Witchdoctor Rating
-
7/10
Summary
Genre: Drama
In the first of a new series on television, ANDREW JOHNSTONE checks out the Taboo TV series.
CAPSULE COMMENT: Produced by Tom Hardy, Ridley Scott and Steven Knight and currently screening in NZ on Sky’s Soho Channel. Not perfect by any means and often frustrating with it, Taboo is nevertheless a brave undertaking with real potential if they can tighten up on the writing a bit.
James Delaney returns to London to claim his inheritance, a parcel of land in North America that is key to the lucrative North American-China trade route. He plans on making a fortune, but first he must contend with the East India Company, King George and the USA – all of whom want what he has, and badly.
Then there is the question of Delaney’s half-sister with whom he shares a son and his penchant for the black arts he learned in the African bush. Yes, they all think wacky James Delaney is going to be a pushover, but they are in for a bit of shock for despite his strangeness, Delaney is nothing if not calculating.
Set in 1814, Taboo is a period piece with overtones of Dickens on laudanum. It is a strange dream fever of a series that seeks to explore the less salubrious margins of colonialism while taking on the myth of the modern corporate CEO as the business hero. Here the series excels, dissecting the cult of the CEO and laying it out bare. If you are old enough to remember back as far as hit 1970s series The Onedin Line, imagine hard-nosed shipping tycoon James Onedin as a violent psychopath, and there you have something of what’s in store.
Written by high profile film actor Tom Hardy (Delaney) and his father Chips, this eight part series flounders a bit about the middle episodes but has enough going for it to see us through the flab. Imperfect and sometimes frustrating, Taboo is a brave undertaking with real potential if they can tighten up on the writing a bit.
Season 2 has been given the green light and will be with us sooner rather than later, and hopefully then some of the many niggly questions left lying about in the first series will be properly addressed and resolved.
A Bit About Tom Hardy
I first encountered Tom Hardy (born 1977) when I picked up a curious looking film called Bronson off the New Release shelf at my local DVD rental store back in 2008. Directed by rising Danish auteur Nicolas Winding Refn, Bronson was an audacious punch to the guts that astonished.
Based on the true-life story of Britain’s longest serving prison inmate Kevin Gordon Peterson aka Charles Bronson, it is an operatic and somewhat surreal production that’s a loose homage to Kubrick’s Clockwork Orange.
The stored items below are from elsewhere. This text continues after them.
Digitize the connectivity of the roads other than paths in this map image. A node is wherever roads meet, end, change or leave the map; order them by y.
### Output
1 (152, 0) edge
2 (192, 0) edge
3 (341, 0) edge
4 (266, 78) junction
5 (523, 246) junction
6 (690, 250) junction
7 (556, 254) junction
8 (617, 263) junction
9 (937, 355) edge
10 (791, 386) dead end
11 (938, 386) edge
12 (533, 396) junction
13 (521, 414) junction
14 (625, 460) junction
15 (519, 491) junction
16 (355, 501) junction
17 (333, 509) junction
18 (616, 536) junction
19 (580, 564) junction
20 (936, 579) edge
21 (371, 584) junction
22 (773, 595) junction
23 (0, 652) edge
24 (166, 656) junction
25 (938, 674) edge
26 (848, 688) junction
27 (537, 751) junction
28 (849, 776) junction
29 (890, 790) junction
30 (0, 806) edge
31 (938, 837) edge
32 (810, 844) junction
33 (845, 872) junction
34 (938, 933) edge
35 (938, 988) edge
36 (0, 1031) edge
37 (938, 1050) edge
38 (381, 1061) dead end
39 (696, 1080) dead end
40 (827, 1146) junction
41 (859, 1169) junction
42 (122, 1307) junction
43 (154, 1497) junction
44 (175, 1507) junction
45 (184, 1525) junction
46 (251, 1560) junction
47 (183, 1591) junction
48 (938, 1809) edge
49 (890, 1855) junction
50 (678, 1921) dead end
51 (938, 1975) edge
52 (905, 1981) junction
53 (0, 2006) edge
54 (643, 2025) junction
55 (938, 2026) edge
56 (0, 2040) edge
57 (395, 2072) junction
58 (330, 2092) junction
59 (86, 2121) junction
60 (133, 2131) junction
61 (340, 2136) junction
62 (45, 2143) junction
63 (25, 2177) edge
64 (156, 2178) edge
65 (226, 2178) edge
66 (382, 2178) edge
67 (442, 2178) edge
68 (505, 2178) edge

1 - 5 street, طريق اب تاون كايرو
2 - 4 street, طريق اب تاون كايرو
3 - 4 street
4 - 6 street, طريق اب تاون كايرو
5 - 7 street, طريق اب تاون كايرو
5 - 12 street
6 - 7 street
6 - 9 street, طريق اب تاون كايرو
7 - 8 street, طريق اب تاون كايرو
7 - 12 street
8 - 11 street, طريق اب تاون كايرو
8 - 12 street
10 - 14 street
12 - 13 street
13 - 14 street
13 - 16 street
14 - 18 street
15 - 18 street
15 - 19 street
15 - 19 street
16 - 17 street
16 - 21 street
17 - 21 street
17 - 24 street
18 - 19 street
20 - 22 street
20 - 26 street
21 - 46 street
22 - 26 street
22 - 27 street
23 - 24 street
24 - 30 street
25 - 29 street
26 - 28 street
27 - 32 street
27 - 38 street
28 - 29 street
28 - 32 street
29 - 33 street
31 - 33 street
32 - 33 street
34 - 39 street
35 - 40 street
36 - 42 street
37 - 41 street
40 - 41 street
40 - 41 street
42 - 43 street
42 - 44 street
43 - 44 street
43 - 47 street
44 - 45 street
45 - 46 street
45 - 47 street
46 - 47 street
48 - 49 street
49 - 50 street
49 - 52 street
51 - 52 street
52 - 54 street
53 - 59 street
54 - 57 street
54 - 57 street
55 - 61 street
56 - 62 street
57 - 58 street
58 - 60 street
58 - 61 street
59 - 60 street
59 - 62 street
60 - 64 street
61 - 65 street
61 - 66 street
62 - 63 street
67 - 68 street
As for Hardy, he is sensational and makes a feast of this role that so impressed many, including Peterson, who was so thrilled by his pre-production meeting with Hardy that he shaved off his mustache for the actor to wear in the film. I’ve been a dedicated fan of both director and actor ever since.
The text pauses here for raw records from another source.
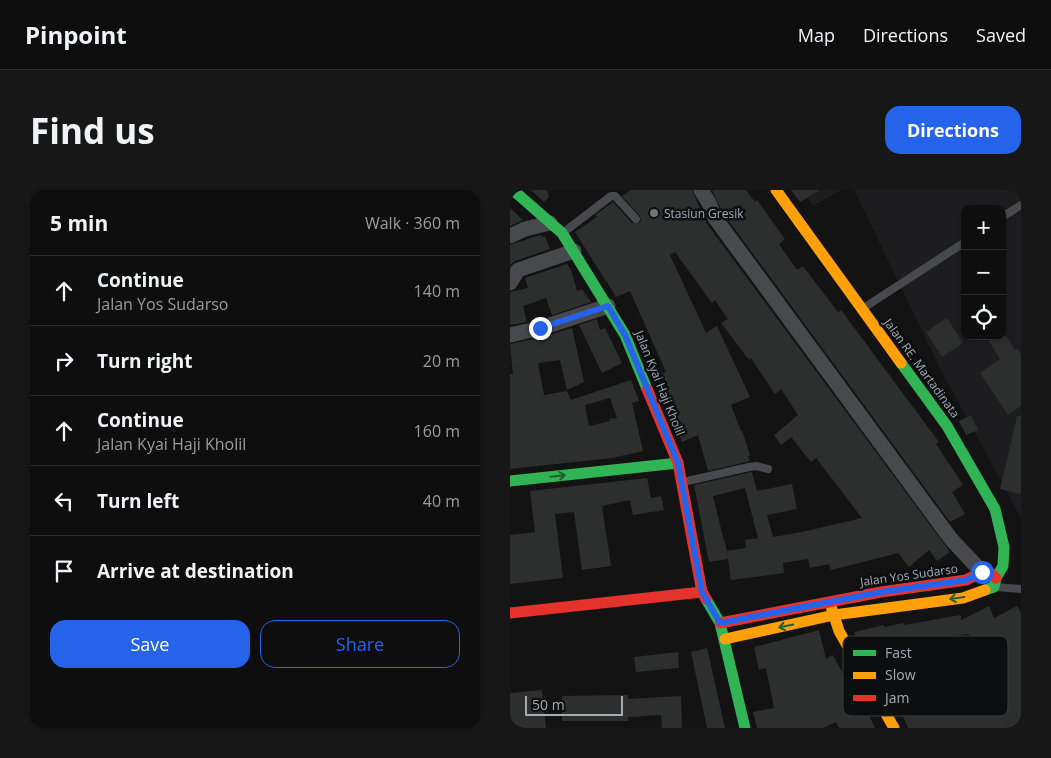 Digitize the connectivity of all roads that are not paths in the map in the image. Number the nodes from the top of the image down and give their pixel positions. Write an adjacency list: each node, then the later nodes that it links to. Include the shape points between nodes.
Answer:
1 (513, 190): 7 (main road, Jalan Kyai Haji Kholil)
2 (701, 190): 20 (street, via 715,218 945,531)
3 (776, 190): 14 (main road, Jalan RE. Martadinata)
4 (1021, 205): 5 (lane)
5 (1006, 214)
6 (636, 218): 8 (lane, via 620,200 611,196)
7 (550, 223): 8 (main road, Jalan Kyai Haji Kholil); 9 (street)
8 (562, 233): 11 (main road, Jalan Kyai Haji Kholil)
9 (510, 236)
10 (961, 245): 14 (lane)
11 (574, 250): 12 (street, via 518,270); 13 (main road, Jalan Kyai Haji Kholil)
12 (510, 282)
13 (608, 306): 15 (street); 16 (main road, Jalan Kyai Haji Kholil, via 625,335)
14 (862, 309): 20 (main road, Jalan RE. Martadinata, via 947,426 995,509 1004,548 1003,566)
15 (510, 335)
16 (678, 463): 18 (main road, one-way to 16); 19 (main road, Jalan Kyai Haji Kholil)
17 (768, 469): 19 (lane, via 749,466)
18 (510, 481)
19 (681, 483): 22 (main road, Jalan Kyai Haji Kholil)
20 (991, 579): 21 (lane); 23 (main road, Jalan Yos Sudarso); 25 (main road, one-way to 25, via 963,598)
21 (1021, 589)
22 (702, 592): 24 (main road); 26 (main road, Jalan Kyai Haji Kholil)
23 (830, 601): 25 (main road); 26 (main road, Jalan Yos Sudarso)
24 (510, 613)
25 (834, 615): 27 (main road); 28 (main road, one-way to 28)
26 (720, 623): 28 (main road, Jalan Kyai Haji Kholil)
27 (843, 638)
28 (725, 639): 30 (main road, Jalan Kyai Haji Kholil)
29 (887, 716): 31 (main road)
30 (745, 728)
31 (894, 728)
Other favourite Hardy performances include Locke, The Drop and Legend. Locke is written and directed by his Taboo collaborator Stephen Knight, and takes place behind the wheel of a car speeding through a damp English night toward a meeting with destiny in London. Lit by dashboard lights, Locke is trying to salvage what he can of his unraveling life via cell-phone. He gives a nuanced, considered and humane performance; one that kept me on the edge of my seat throughout.
In The Drop, Hardy plays alongside James Gandolfini (in what was to be his last role) as proprietors of a small bar in Brooklyn that’s a drop point for dirty mob money. Hardy’s character Bob Saginowski seems barely with it, but as the plot unfolds and tensions come to a head, his character is revealed to be something far more than Hardy’s sublime performance at first suggests.
In Legend, Hardy takes on the dual roles of notorious London gangsters the Kray Twins, Ronnie and Reggie. This is a taut and stylish production that hangs on Hardy’s successful portrayal of two emotionally disparate sociopaths. I left the cinema in a kind of daze, thrilled at what I had just witnessed, marveling at his skills.
Hardy paid for Taboo himself, and the official accounts say he spent some $18 million on Season 1. Sales returned $14.5 million, offering up a loss of $3.5 million. Hardy has said that he expects continuing long-term sales, licensing and DVDs to eventually generate a profit. ANDREW JOHNSTONE
* The internet and ‘TV on Demand’ has revolutionised the way we watch TV shows. No longer beholden to television networks and their programming whims and scheduling, we can watch back-to-back episodes of new and old shows to our heart’s content without those annoying advertisements interrupting the narrative flow. TV viewing has suddenly become more accessible, democratic and a hell of a lot more fun. ANDREW JOHNSTONE scours the available channels and finds the best of the best, so you don’t have to.